Starring: Ellen Burstyn, Max von Sydow, Lee J. Cobb
Director: William Friedkin
Running Time: 121 mins
The Exorcist is an American film about a 12 year-old girl who becomes possessed by a demonic entity, leading her increasingly distressed mother to seek the help of the clergy to save her.
As iconic and well-known a film as it is, there’s no preparing you for just how traumatising The Exorcist can be. A dark, dark, dark film with an unrelenting sense of distress, it’s an undeniably intoxicating watch, but not a comfortable one by any means.
I’ll be the first to confess that supernatural horror, as well as a lot of faith-based horror, just isn’t my cup of tea. There’s something about this part of the genre that really doesn’t grab me, but The Exorcist is an enormous exception.
An ingenious story that never holds back from the darkest recesses of horror, The Exorcist is far more of a psychological drama than a supernatural horror, with much more in the way of mental torment than simple scares.
Admittedly, the film gets off to a slow start, with a collection of different characters that don’t seem to have much connection to one another. Also, with slow pacing yet a dark, heavy atmosphere, it can be a bit of an exhausting opening act, but the film is one to stick with through those less-than-stellar initial moments.
Because, once the story begins to take a turn for the strange, things go south very, very quickly. Starting with the unexplained psychological condition of a sweet young girl, The Exorcist immediately shocks you with a powerful use of profanity, gore and violence in a way that I’ve never seen in another film.
Though extremely bold and very graphic, the film is never excessive, which is part of what makes it such an intoxicating watch. It seems to balance on the verge of a preposterous supernatural horror story, but it keeps things grounded with harsh, realistic emotional depth that takes centre stage for the vast majority of the runtime.

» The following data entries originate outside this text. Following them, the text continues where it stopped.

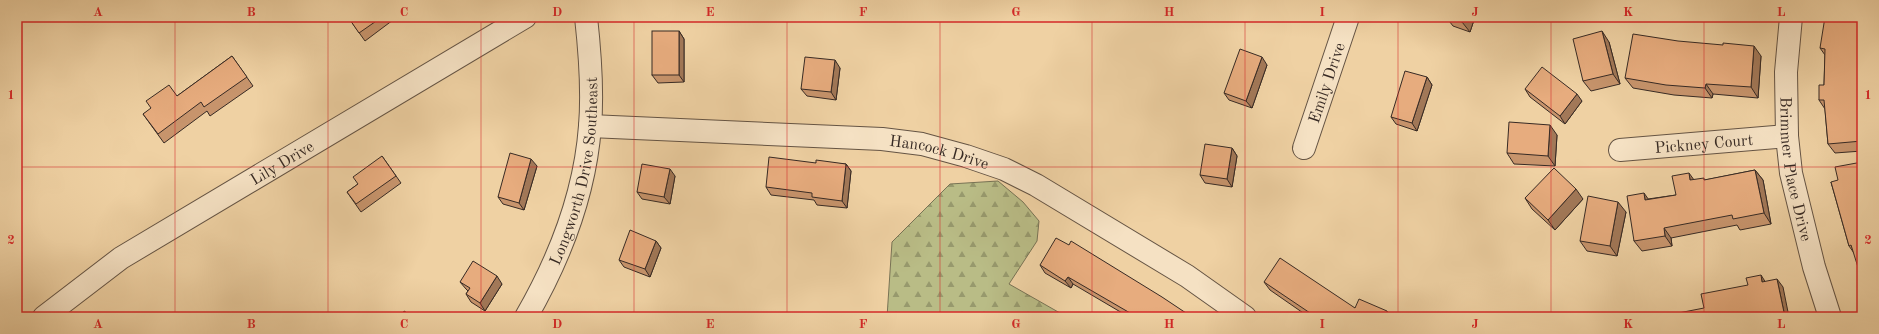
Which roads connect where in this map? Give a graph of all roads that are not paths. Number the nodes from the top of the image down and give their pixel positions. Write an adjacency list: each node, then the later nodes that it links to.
1 (525, 17): 9 (street, Lily Drive)
2 (586, 17): 5 (street, Longworth Drive Southeast)
3 (1348, 17): 7 (street, Emily Drive)
4 (1791, 17): 6 (street, Brimmer Place Drive)
5 (590, 126): 10 (street, Longworth Drive Southeast); 11 (street, Hancock Drive)
6 (1787, 136): 8 (street, Pickney Court); 12 (street, Brimmer Place Drive)
7 (1304, 148)
8 (1620, 150)
9 (44, 317)
10 (526, 317)
11 (1245, 317)
12 (1830, 317)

The possession of the little girl might be the centre of focus, but it’s actually the mental distress of a handful of characters that makes this such a fascinating film. Ellen Burstyn and Jason Miller in particular give incredible performances full of deep anguish, and it’s their characters’ stories which really captivate your imagination.
As you sympathise with them and begin to feel the same sense of pain and distress at an increasingly desperate and confusing situation, the film continues to up the ante, with a series of shocking revelations and twists that build up the tension and stakes of trying to rescue the little girl from a terrifying possession.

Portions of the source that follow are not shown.